Our correlation data using CARS measures did not show clear evidence about the functional significance of this anatomical problem in the ASD group. The results could be accounted for the limitation that CARS lack the items for a repetitive and stereotyped pattern of behaviors (Schopler et al., 1986). Regarding this issue, a previous study reported that total putamen volumes were positively correlated with repetitive behavior scores in ASD (Hollander et al., 2005). Anatomical abnormalities of the putamen were also reported in a variety of psychiatric/neurodevelopmental disorders showing repetitive/obsessive symptoms, including OCD, Tourette syndrome, and schizophrenic disorders (Chemerinski et al., 2013). For example, increased putamen volumes were repeatedly observed in subjects with OCD [for review, see Rotge et al. (2010)]. Together with these findings, we speculate that BG pathology confined to the putamen may be related to the repetitive behavior/restricted interest in our subjects, but as yet it is not possible to define the direction of this association. Further studies are needed in order to investigate possible relationship between the observed abnormality in the putamen and the clinical phenotype of repetitiveness in adult individuals with ASD.

The human putamen receives associative, motor, and limbic projections (Haber, 2003; Bernácer et al., 2012) and performs integrative information processing underlying various tasks, such as motor control (Lehéricy et al., 2006) and cognitive and emotional processing (Monchi et al., 2001; Haber et al., 2006). Interestingly, functional neuroimaging studies of ASD demonstrate abnormal activity of the striate (the lateral parts correspond to the putamen and caudate) during social processing (Dapretto et al., 2006; Masten et al., 2011; Weng et al., 2011; Delmonte et al., 2012) and reward processing tasks (Scott-Van Zeeland et al., 2010; Delmonte et al., 2012). Furthermore, diffusion tensor imaging studies have shown decreased white matter connectivity between the striatum and prefrontal cortex in ASD compared with typically developed individuals (Langen et al., 2012). These data suggest that the putamen abnormality observed in ASD might be related not only to the domain of motor/repetitive behaviors per se but also to broader ASD phenotypes, such as impairments in higher cognitive functioning, including emotional facial recognition and reciprocal social interaction.

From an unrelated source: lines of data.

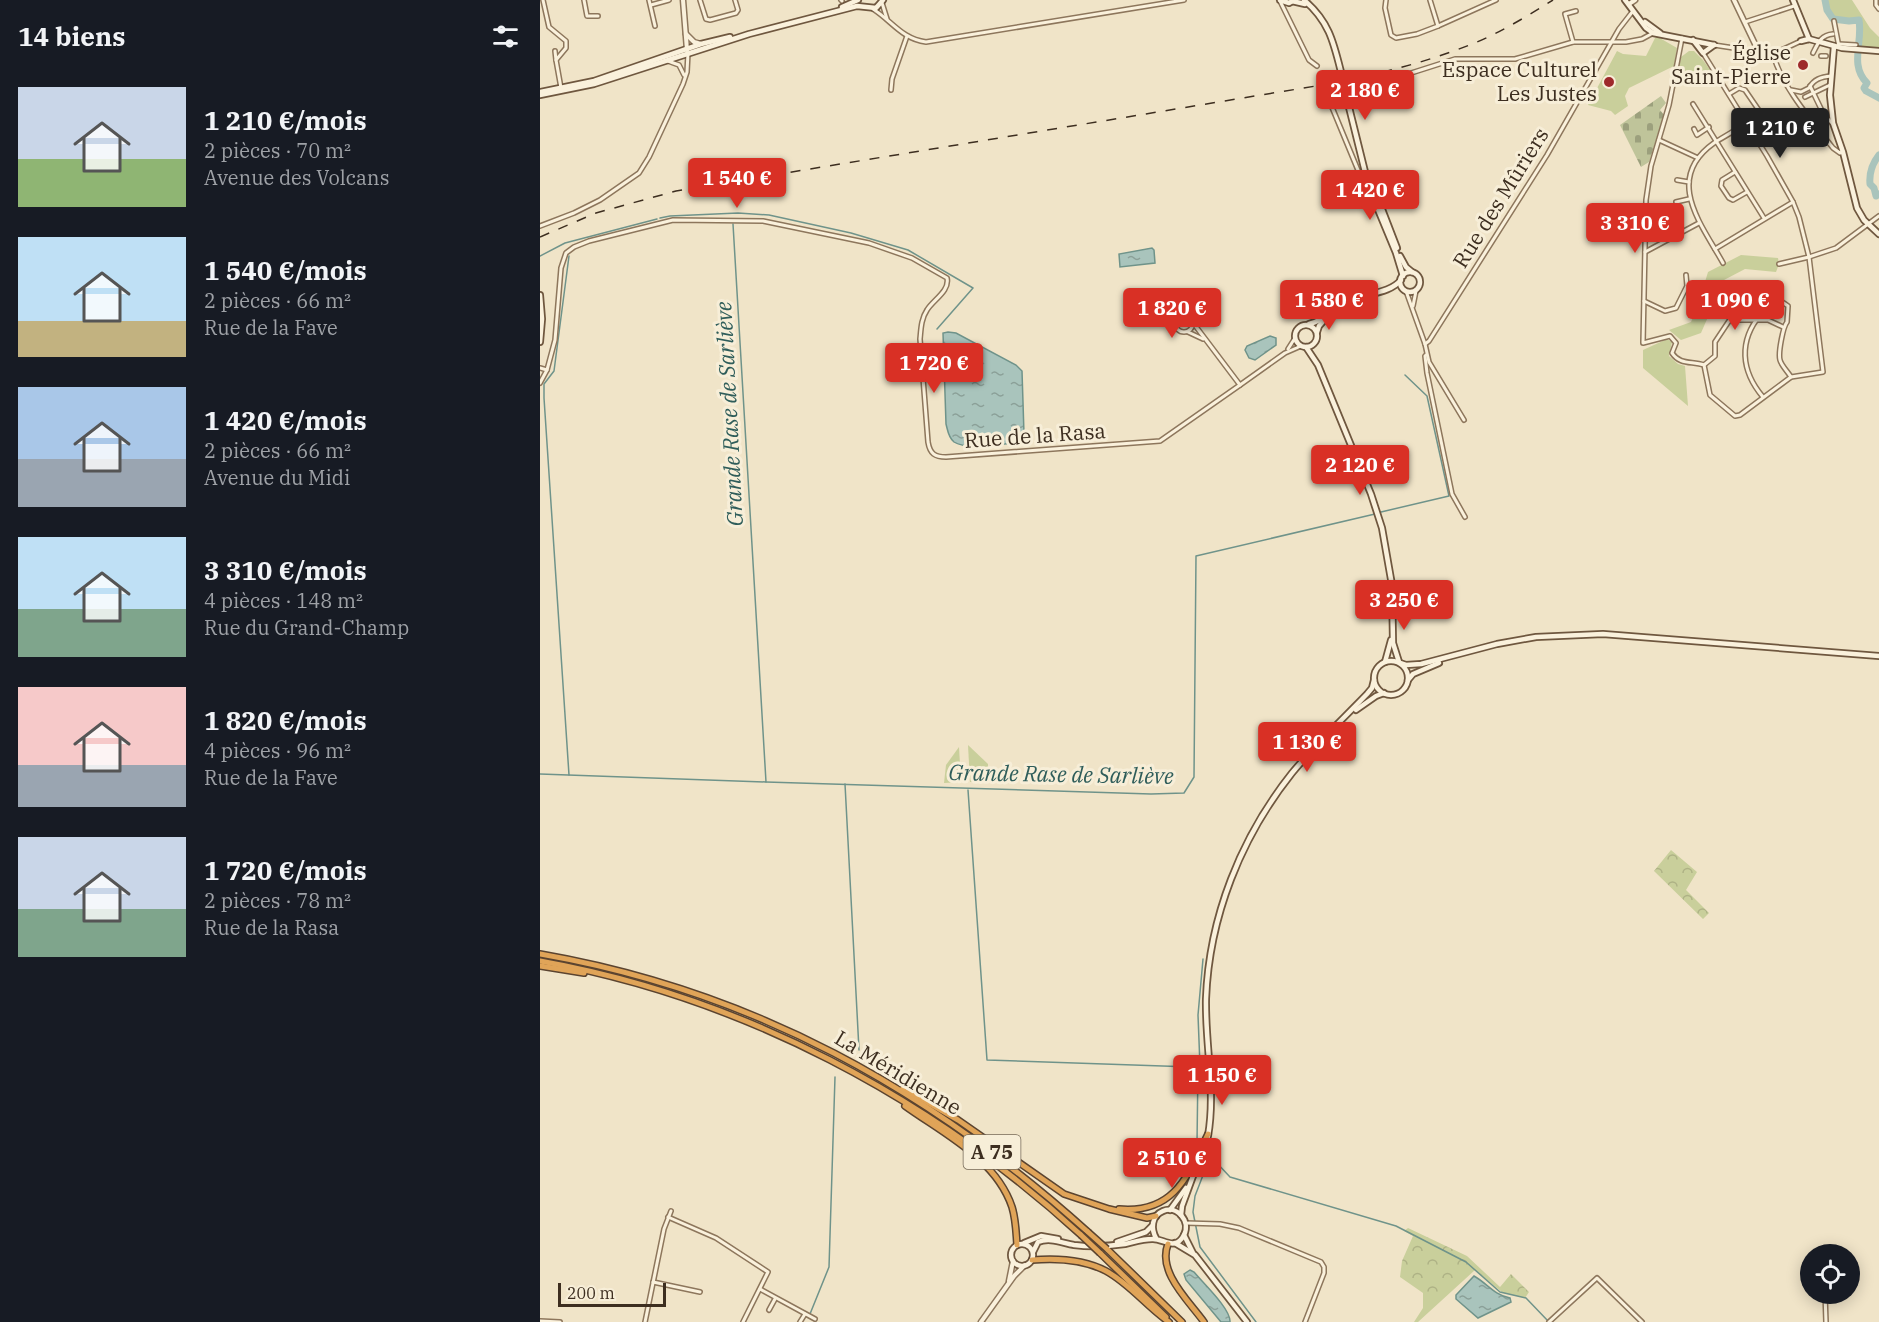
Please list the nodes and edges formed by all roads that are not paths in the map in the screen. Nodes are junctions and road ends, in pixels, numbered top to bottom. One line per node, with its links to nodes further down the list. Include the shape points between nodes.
1 (543, 0): 60 (street, via 549,27 566,41 566,48)
2 (584, 0): 30 (street, via 587,16)
3 (669, 0): 18 (street)
4 (684, 0): 36 (street)
5 (700, 0): 6 (street, via 710,21 736,13)
6 (735, 0)
7 (860, 0): 23 (main road); 28 (main road)
8 (1184, 0): 41 (street, via 932,41)
9 (1279, 0): 17 (main road); 29 (street)
10 (1304, 0): 22 (main road)
11 (1386, 0): 35 (street, via 1393,37)
12 (1430, 0): 35 (street)
13 (1496, 0): 35 (street)
14 (1635, 0): 20 (street)
15 (1734, 0): 33 (street)
16 (1876, 0): 25 (street)
17 (1292, 1): 22 (main road); 29 (street)
18 (650, 2): 34 (street)
19 (882, 2): 24 (main road); 31 (street)
20 (1627, 2): 27 (main road)
21 (1794, 3): 33 (street); 43 (main road)
22 (1310, 6): 83 (main road, bridge, via 1328,28)
23 (866, 7): 24 (main road); 28 (main road)
24 (873, 9): 31 (street)
25 (1879, 9)
26 (1576, 11): 46 (street, via 1565,14)
27 (1635, 12): 37 (main road); 39 (main road); 47 (street, Rue des Mûriers, via 1628,16)
28 (829, 13): 38 (main road)
29 (1288, 14): 62 (street, via 1309,60)
30 (598, 16)
31 (888, 21): 41 (street)
32 (1834, 21): 50 (street)
33 (1745, 22): 49 (street)
34 (656, 26)
35 (1438, 26)
36 (686, 33): 48 (street); 53 (street)
37 (1653, 33): 39 (main road); 47 (street, via 1642,39)
38 (749, 34): 48 (main road); 53 (main road)
39 (1662, 34): 42 (main road)
40 (1833, 34): 45 (street)
41 (907, 36): 68 (street)
42 (1682, 38): 51 (main road); 79 (street)
43 (1809, 39): 44 (main road); 45 (main road)
44 (1801, 41): 57 (street)
45 (1819, 41): 50 (main road); 56 (street)
46 (1573, 42): 47 (street); 91 (street, via 1515,59 1453,60 1408,74 1338,86 1329,92 1329,100)
47 (1613, 42): 126 (street, Rue des Mûriers, via 1547,155)
48 (700, 44): 53 (main road)
49 (1755, 44): 55 (street)
50 (1837, 46): 54 (main road); 63 (main road)
51 (1706, 47): 55 (street); 72 (street, via 1709,61)
52 (555, 51): 60 (street)
53 (687, 51): 61 (main road); 64 (street); 67 (main road)
54 (1879, 51)
55 (1759, 53): 57 (street)
56 (1813, 53)
57 (1773, 54): 69 (street)
58 (1821, 56): 59 (street)
59 (1826, 56)
60 (556, 60): 67 (street)
61 (664, 61): 64 (street, via 679,65); 67 (main road, via 594,84)
62 (1317, 66)
63 (1831, 76): 65 (main road); 66 (street, via 1821,77)
64 (685, 77): 96 (street, via 639,173 600,200)
65 (1830, 85): 70 (street); 76 (main road)
66 (1810, 86): 69 (street, via 1801,92); 70 (street)
67 (561, 90): 71 (main road)
68 (891, 90)
69 (1791, 90): 81 (street, via 1833,148)
70 (1814, 93): 73 (street); 76 (street, via 1824,115)
71 (540, 94)
72 (1729, 94): 75 (street); 75 (street, via 1739,88 1745,90 1757,107)
73 (1805, 97)
74 (1693, 104): 77 (street)
75 (1746, 123): 80 (street); 90 (street)
76 (1833, 123): 81 (main road)
77 (1709, 127): 78 (street, via 1697,135); 80 (street)
78 (1694, 129)
79 (1659, 140): 82 (street); 100 (street, via 1646,200)
80 (1717, 141): 82 (street); 84 (street)
81 (1843, 152): 95 (main road, via 1857,208)
82 (1698, 158): 86 (street)
83 (1363, 161): 91 (main road); 97 (main road)
84 (1735, 172): 87 (street); 87 (street, via 1722,180 1721,186 1733,200)
85 (1677, 180): 86 (street)
86 (1689, 182): 88 (street)
87 (1748, 192): 93 (street)
88 (1689, 199): 89 (street); 94 (street)
89 (1676, 202)
90 (1793, 202): 93 (street); 101 (street)
91 (1376, 207): 97 (street); 106 (main road)
92 (1879, 216): 95 (street)
93 (1764, 218): 99 (street)
94 (1699, 223): 99 (street); 100 (street)
95 (1868, 225): 98 (main road); 101 (street, via 1836,249)
96 (540, 226)
97 (1391, 234): 104 (main road)
98 (1879, 234)
99 (1715, 249): 102 (street)
100 (1645, 252): 111 (street)
101 (1809, 257): 103 (street); 134 (street, via 1823,372)
102 (1724, 262)
103 (1779, 264)
104 (1412, 272): 106 (main road); 108 (main road, via 1420,280)
105 (1686, 275): 111 (street, via 1687,286 1676,308 1665,311)
106 (1402, 278): 107 (main road); 109 (main road)
107 (1405, 291): 108 (main road); 109 (main road); 112 (street)
108 (1416, 291): 112 (street)
109 (1377, 292): 113 (main road)
110 (540, 295): 123 (main road)
111 (1644, 301): 131 (street, via 1643,344 1670,336 1676,340 1672,353 1678,360)
112 (1413, 311): 126 (street)
113 (1331, 313): 118 (main road); 121 (main road)
114 (1761, 314): 116 (street)
115 (1731, 318): 116 (street); 119 (street, via 1733,302 1741,289 1760,286 1787,304 1787,322); 131 (street, via 1716,342 1715,356)
116 (1756, 321): 119 (street, via 1768,320); 137 (street, via 1745,347 1746,370)
117 (1194, 324): 120 (street); 120 (street, via 1188,315 1176,318 1177,330); 124 (street)
118 (1309, 324): 121 (main road); 122 (main road, via 1298,328)
119 (1783, 327): 134 (street, via 1780,361)
120 (1188, 332): 124 (street)
121 (1317, 332): 125 (main road)
122 (1295, 338): 127 (main road); 128 (street)
123 (540, 342)
124 (1207, 342): 136 (street)
125 (1314, 344): 127 (main road); 130 (main road)
126 (1425, 344): 129 (street)
127 (1304, 346): 128 (street); 130 (main road)
128 (1285, 353): 136 (street, Rue de la Rasa)
129 (1426, 355): 138 (street); 139 (street, via 1452,494)
130 (1318, 364): 140 (main road, via 1376,508 1387,548)
131 (1704, 365): 137 (street, via 1710,395 1732,414 1740,415)
132 (540, 368): 133 (street)
133 (547, 370): 135 (street); 136 (street, Rue de la Rasa, via 555,340 561,268 574,247 673,220 763,221 868,243 912,258 944,275 948,283 925,312 920,339 929,450 940,457 1160,441)
134 (1791, 377): 137 (street)
135 (540, 383)
136 (1240, 385)
137 (1763, 397)
138 (1464, 420)
139 (1465, 518)
140 (1392, 604): 143 (main road); 144 (main road, via 1393,643)
141 (1879, 656): 142 (main road, via 1577,634 1514,641)
142 (1449, 658): 144 (main road, via 1421,664); 146 (main road)
143 (1385, 662): 144 (main road); 145 (main road, via 1376,669)
144 (1399, 663): 146 (main road, via 1407,670)
145 (1374, 680): 147 (main road); 148 (main road, via 1372,688)
146 (1408, 680): 147 (main road, via 1399,693)
147 (1384, 693): 148 (main road)
148 (1338, 725): 155 (main road, via 1294,771 1264,812 1240,856 1222,904 1206,998 1211,1102)
149 (540, 951): 153 (highway, La Méridienne / A 75, via 674,987 749,1014)
150 (540, 961): 152 (highway, La Méridienne / A 75)
151 (540, 966): 152 (highway)
152 (610, 977): 154 (highway, La Méridienne / A 75, via 668,993 759,1027)
153 (888, 1081): 157 (highway, via 958,1120 1050,1185); 193 (highway, La Méridienne / A 75, bridge, via 1010,1165 1107,1249)
154 (888, 1091): 170 (highway, via 987,1166 1009,1199); 192 (highway, La Méridienne / A 75, bridge, via 1021,1183)
155 (1208, 1134): 156 (main road); 157 (highway, via 1181,1186 1157,1204 1133,1210)
156 (1191, 1181): 158 (main road); 160 (main road)
157 (1078, 1200): 161 (highway, via 1147,1218)
158 (1170, 1210): 160 (main road); 161 (main road)
159 (671, 1211): 162 (street)
160 (1181, 1215): 163 (main road)
161 (1156, 1216): 164 (main road)
162 (668, 1217): 176 (street); 178 (street, via 716,1238 768,1272)
163 (1186, 1224): 165 (main road); 196 (street, via 1239,1228 1321,1262 1324,1273)
164 (1152, 1226): 166 (main road); 167 (main road, via 1121,1241 1081,1243 1041,1236)
165 (1184, 1236): 168 (main road); 172 (main road)
166 (1156, 1238): 169 (main road); 171 (main road, via 1125,1244 1082,1245 1041,1240)
167 (1024, 1243): 170 (main road); 171 (main road)
168 (1175, 1243): 169 (main road); 172 (main road)
169 (1168, 1244): 194 (highway, via 1165,1261 1170,1274)
170 (1017, 1245): 174 (main road, via 1011,1253)
171 (1033, 1252): 173 (main road)
172 (1195, 1255): 195 (main road)
173 (1032, 1260): 175 (main road); 192 (highway, via 1079,1262 1107,1272)
174 (1013, 1262): 175 (main road); 177 (street)
175 (1025, 1265): 177 (street)
176 (653, 1282): 179 (street); 188 (street)
177 (1006, 1287): 191 (street)
178 (760, 1289): 180 (street); 189 (street)
179 (700, 1292)
180 (776, 1299): 182 (street); 183 (street)
181 (1825, 1304): 198 (street)
182 (769, 1310)
183 (805, 1314): 184 (street); 190 (street)
184 (815, 1319)
185 (540, 1321): 187 (street)
186 (1550, 1321): 197 (street, via 1597,1278)
187 (560, 1322)
188 (645, 1322)
189 (743, 1322)
190 (800, 1322)
191 (981, 1322)
192 (1170, 1322)
193 (1182, 1322)
194 (1204, 1322)
195 (1247, 1322)
196 (1305, 1322)
197 (1642, 1322)
198 (1826, 1322)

Several limitations of this study need to be mentioned. First, it included a modest number of high-functioning adults with Asperger’s disorder or PDD-NOS, and the results should be interpreted with caution. Since our sample did not include subjects with autistic disorder, it is not clear whether our findings can be extended to low-functioning adults with autistic disorder. Second, the use of a cross-sectional design limits the developmental conclusions that can be drawn from the present findings. Further longitudinal studies are needed to explore the specific neurodevelopmental pattern of putamen growth in ASD. Finally, the volumetric approach is clearly limited in clarifying the functional abnormality of the BG that is involved in broader cortico–subcortical networks. Further neuroimaging and electrophysiological studies targeting possible relationship between neural circuitries involving the putamen and higher cognitive processing in ASD, especially in the domain of social interaction and/or decision making, are needed.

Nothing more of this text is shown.